### WORK INSTRUCTIONS
All lines with the word "Right" are to be found and copied from the listing.

┌──

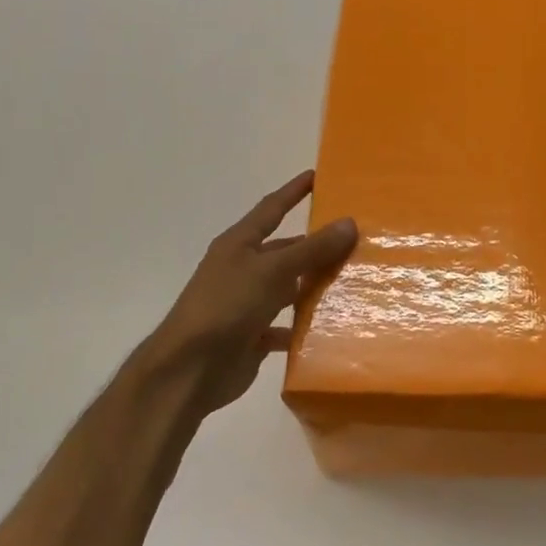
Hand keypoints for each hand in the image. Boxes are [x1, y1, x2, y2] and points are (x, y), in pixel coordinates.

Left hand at [137, 170, 356, 420]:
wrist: (189, 369)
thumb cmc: (226, 307)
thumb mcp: (272, 271)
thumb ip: (312, 249)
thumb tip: (349, 222)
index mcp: (239, 245)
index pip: (271, 209)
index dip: (293, 192)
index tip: (318, 175)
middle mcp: (242, 269)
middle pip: (285, 250)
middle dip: (316, 245)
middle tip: (356, 239)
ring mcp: (247, 304)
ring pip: (289, 288)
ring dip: (315, 286)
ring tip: (354, 280)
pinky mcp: (252, 336)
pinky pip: (286, 326)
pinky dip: (305, 326)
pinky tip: (332, 326)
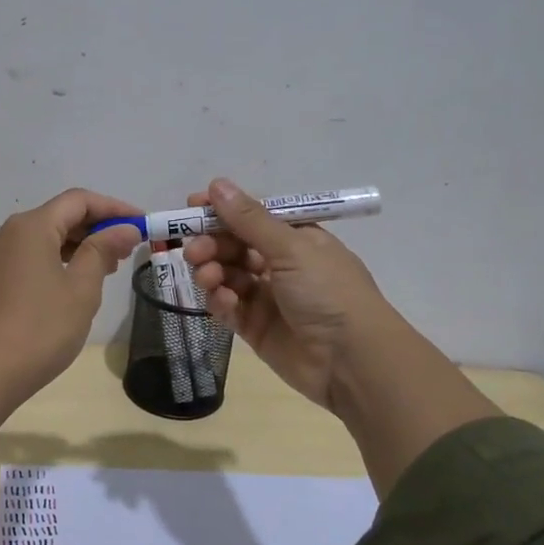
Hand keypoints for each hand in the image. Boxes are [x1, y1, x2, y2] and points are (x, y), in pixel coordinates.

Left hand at [0, 188, 143, 399]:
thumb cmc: (41, 328)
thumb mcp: (81, 288)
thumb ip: (103, 251)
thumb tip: (124, 229)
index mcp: (30, 227)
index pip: (78, 201)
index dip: (113, 208)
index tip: (141, 223)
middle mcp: (6, 233)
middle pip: (57, 216)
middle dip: (95, 227)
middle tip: (128, 249)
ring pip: (42, 237)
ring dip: (75, 245)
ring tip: (107, 267)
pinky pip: (27, 256)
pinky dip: (54, 260)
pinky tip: (72, 281)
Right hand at [183, 177, 396, 414]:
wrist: (352, 360)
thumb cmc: (328, 292)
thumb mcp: (291, 248)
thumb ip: (250, 220)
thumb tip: (218, 184)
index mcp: (296, 238)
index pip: (252, 217)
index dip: (223, 211)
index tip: (191, 207)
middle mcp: (281, 264)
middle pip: (234, 246)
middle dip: (211, 244)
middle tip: (194, 250)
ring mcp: (267, 297)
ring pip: (227, 275)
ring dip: (212, 271)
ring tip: (207, 277)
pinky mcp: (255, 327)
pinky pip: (228, 307)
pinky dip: (221, 301)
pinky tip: (224, 302)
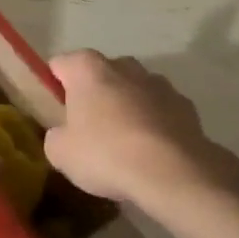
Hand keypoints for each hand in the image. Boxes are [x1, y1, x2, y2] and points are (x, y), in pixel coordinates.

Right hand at [44, 50, 233, 212]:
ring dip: (125, 108)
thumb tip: (63, 133)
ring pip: (132, 91)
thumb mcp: (60, 153)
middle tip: (86, 131)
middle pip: (100, 74)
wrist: (172, 173)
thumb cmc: (106, 154)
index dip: (53, 87)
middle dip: (93, 96)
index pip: (60, 64)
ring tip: (122, 146)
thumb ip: (56, 135)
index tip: (55, 113)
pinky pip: (159, 111)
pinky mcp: (185, 105)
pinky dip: (153, 124)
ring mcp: (159, 83)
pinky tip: (150, 153)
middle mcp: (125, 66)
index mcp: (88, 68)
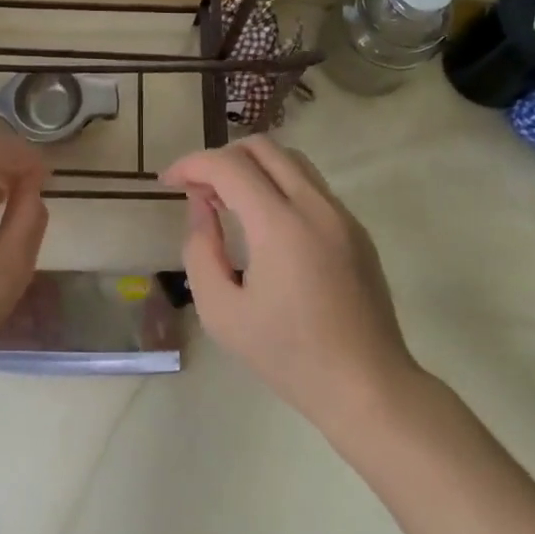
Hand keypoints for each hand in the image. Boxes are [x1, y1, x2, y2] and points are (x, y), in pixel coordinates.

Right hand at [163, 138, 422, 433]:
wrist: (367, 386)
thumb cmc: (287, 355)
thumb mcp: (221, 311)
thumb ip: (200, 251)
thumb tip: (202, 208)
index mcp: (280, 225)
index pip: (228, 166)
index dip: (191, 164)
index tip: (167, 182)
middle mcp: (315, 206)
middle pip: (262, 148)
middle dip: (220, 157)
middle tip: (197, 189)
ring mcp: (341, 215)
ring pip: (290, 160)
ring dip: (251, 167)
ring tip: (226, 201)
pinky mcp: (356, 230)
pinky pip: (310, 186)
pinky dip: (277, 185)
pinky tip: (262, 223)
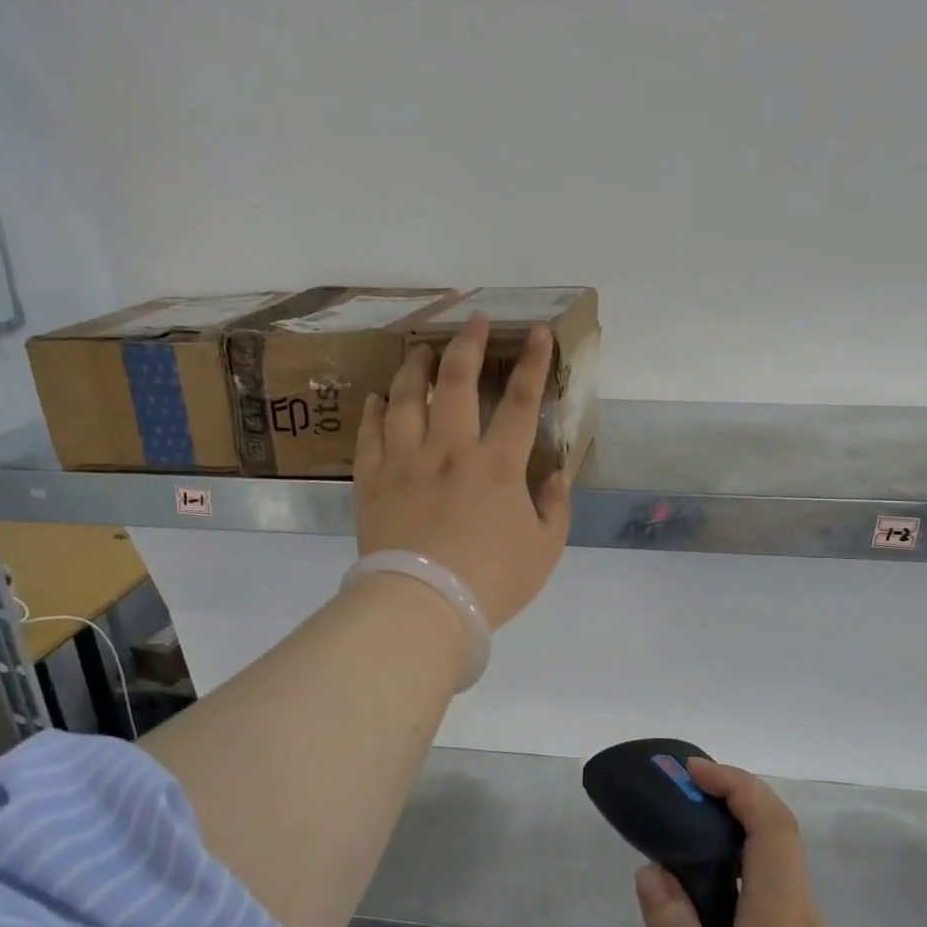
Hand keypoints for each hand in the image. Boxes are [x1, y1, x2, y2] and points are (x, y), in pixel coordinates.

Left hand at [354, 313, 571, 628]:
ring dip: (412, 369)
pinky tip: (375, 398)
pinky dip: (373, 412)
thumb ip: (555, 508)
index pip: (519, 401)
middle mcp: (450, 450)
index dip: (531, 363)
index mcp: (497, 465)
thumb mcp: (544, 550)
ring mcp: (405, 462)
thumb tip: (557, 475)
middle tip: (469, 321)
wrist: (424, 605)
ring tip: (417, 350)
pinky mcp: (372, 481)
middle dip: (466, 345)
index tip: (534, 332)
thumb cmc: (492, 580)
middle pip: (455, 383)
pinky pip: (369, 435)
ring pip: (405, 399)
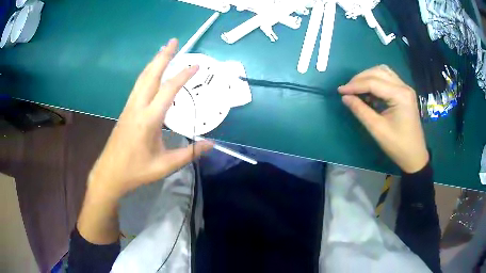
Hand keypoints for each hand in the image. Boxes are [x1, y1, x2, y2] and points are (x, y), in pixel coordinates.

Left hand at [88, 38, 212, 199]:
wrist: (110, 173)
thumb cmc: (136, 171)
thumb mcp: (165, 165)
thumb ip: (189, 154)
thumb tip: (211, 144)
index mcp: (148, 120)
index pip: (168, 90)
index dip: (183, 76)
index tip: (196, 65)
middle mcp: (137, 107)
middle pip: (150, 75)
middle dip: (163, 56)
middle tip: (173, 41)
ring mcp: (129, 107)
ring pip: (142, 78)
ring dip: (154, 62)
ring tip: (164, 50)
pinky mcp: (126, 110)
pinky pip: (138, 85)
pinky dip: (147, 73)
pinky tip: (152, 72)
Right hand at [338, 65, 428, 173]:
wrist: (415, 156)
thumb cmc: (398, 146)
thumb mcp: (377, 129)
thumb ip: (361, 110)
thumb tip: (345, 97)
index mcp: (400, 95)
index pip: (373, 83)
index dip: (355, 85)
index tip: (340, 91)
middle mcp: (404, 87)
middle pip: (378, 72)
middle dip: (360, 78)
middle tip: (348, 89)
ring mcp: (405, 89)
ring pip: (383, 72)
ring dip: (368, 77)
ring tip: (357, 88)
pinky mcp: (404, 93)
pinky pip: (388, 79)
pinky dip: (376, 81)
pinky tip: (369, 92)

└──

### EXPECTED OUTPUT
Right hand at [183, 177, 396, 414]:
Right hand at [44, 50, 233, 212]:
Right hand at [163, 138, 422, 433]:
Right hand at [338, 65, 428, 173]:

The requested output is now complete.